A four-tier memory architecture — designed so nothing important gets lost, context survives session resets, and the system gets smarter the more it's used.
Most AI conversations have no memory between sessions. Every time you open a new chat with Claude, it starts completely blank — it doesn't know your name, your projects, or anything you discussed before. What looks like memory in some tools is actually just a system prompt being reloaded: a file read at the start of each session that gives the illusion of continuity. The moment the session ends, it's gone.
Ren is different — and the difference is structural, not a trick.
Ren's memory lives in a database, not in a conversation thread. That database (PostgreSQL, running on Render) stays online 24 hours a day whether anyone is talking to Ren or not. Her memories aren't held temporarily in a session and then lost — they're written to the database throughout each conversation and remain there indefinitely. When a session ends, nothing disappears. When a new session starts, her memory blocks are loaded back in automatically from the database.
The closest everyday analogy: your phone's contacts don't disappear when you close the Contacts app. They live in the phone's storage, not in the app's temporary memory. Ren's knowledge of you, your projects, and your history works the same way — it lives in storage that persists between every conversation.
The nightly dream job is what turns raw conversation into durable knowledge. Every night at 2am, it processes what happened during the day and writes a structured brief — decisions made, threads open, what's next. So Ren doesn't just survive session resets; she wakes up the next morning already oriented, the same way you'd read your notes before a meeting.

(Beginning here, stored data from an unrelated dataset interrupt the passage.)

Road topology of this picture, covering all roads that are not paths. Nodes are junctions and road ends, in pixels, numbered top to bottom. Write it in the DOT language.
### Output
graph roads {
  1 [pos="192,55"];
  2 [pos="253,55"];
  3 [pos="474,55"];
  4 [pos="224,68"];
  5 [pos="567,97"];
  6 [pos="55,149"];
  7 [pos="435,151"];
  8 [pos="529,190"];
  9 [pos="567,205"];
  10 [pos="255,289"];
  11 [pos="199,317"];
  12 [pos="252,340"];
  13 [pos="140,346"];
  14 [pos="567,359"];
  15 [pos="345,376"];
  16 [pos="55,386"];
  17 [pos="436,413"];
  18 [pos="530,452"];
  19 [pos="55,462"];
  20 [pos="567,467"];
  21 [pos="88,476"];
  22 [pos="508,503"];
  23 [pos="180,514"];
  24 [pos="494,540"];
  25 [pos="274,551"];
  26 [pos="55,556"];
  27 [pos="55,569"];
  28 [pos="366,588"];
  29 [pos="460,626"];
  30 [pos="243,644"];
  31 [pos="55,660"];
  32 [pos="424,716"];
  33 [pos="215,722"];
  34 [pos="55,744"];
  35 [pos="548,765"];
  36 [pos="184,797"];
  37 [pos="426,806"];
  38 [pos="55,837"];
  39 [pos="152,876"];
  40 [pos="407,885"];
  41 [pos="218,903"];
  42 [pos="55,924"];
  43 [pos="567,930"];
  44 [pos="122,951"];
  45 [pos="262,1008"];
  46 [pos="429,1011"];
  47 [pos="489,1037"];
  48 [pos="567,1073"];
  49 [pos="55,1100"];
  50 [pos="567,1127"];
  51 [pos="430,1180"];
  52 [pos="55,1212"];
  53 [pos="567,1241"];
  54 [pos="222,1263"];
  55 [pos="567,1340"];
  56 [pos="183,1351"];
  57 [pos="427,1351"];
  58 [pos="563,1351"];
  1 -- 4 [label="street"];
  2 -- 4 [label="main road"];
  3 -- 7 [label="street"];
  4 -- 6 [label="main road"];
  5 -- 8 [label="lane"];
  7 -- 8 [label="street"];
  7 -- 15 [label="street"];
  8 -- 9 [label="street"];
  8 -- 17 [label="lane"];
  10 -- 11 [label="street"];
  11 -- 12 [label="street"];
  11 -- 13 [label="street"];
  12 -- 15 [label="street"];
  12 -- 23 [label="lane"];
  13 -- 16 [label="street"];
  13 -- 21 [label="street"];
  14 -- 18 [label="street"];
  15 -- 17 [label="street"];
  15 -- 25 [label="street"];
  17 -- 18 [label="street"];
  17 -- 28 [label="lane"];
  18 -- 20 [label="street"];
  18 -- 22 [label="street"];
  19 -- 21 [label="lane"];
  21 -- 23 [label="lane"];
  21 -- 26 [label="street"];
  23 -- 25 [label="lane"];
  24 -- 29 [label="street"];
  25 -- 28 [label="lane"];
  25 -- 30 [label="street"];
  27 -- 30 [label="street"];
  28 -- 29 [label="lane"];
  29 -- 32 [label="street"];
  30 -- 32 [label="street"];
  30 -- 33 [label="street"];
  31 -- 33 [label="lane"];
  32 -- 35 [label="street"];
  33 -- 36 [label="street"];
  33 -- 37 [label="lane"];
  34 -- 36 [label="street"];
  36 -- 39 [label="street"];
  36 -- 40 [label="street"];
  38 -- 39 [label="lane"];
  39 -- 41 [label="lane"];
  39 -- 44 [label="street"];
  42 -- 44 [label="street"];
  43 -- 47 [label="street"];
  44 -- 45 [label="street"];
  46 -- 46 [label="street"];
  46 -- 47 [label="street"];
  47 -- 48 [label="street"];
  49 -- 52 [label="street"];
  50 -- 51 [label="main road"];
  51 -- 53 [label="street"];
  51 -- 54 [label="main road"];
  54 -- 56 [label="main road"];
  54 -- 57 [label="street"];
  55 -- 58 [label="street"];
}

Ren runs inside Letta v0.16.8, a self-hosted agent framework deployed as a Render service (han-solo-letta.onrender.com). Letta is the layer that manages Ren's identity, memory blocks, tool registry, and step-by-step reasoning loop. Claude Code never calls Ren directly — every interaction routes through the FastMCP bridge (han-solo-mcp.onrender.com/mcp), which translates tool calls into Letta's REST API.
| Property | Value |
|---|---|
| Version | v0.16.8 — upgraded 2026-05-22 from v0.16.7. Security fix: pickle → JSON sandbox transport. |
| Agent | ren-v2 — ID: agent-fe4a3d5b-bb51-458e-92f1-6a1ee5b0ce94. This ID is the single reference point for all memory operations. Divergence between any copy of it (project_state block, Letta's internal DB, operating context) causes silent memory orphaning. |
| Model | claude-haiku-4-5-20251001 — fixed. Model switching was removed permanently on 2026-05-26. See the cascade fix below for why. |
| Context window | 100,000 tokens — expanded from 32k on 2026-05-26. Shrinking it silently degrades retrieval quality with no error. |
| Tools attached | 27 tools as of 2026-06-01. Two registries must stay in sync: source (han_solo/tools/, deployed to Render) and runtime (Letta's agent registry, what Ren can actually call). Deploying new tools without running POST /api/admin/sync-mcp-tools means they exist in code but Ren cannot use them. |
| enable_reasoner | Always false. Setting it to true with max_reasoning_tokens:0 causes Ren to go completely silent — no error, no output. This was inherited silently from a prior config during a model switch and caused a 30-minute outage before it was diagnosed. |
| Host | Render managed service. Free tier — spins down after inactivity. Health reports degraded until the first tool call on cold start. Expected behavior. |
In May 2026, two days of intermittent "Ren could not be reached" errors were traced to a circular dependency deadlock. When Ren called get_session_brief or search_signals, Letta made an outbound MCP call to han-solo-mcp. Those tools then called back into Letta's API while Letta was still holding the connection open waiting for the tool response. Under load this exhausted the connection pool and collapsed the service.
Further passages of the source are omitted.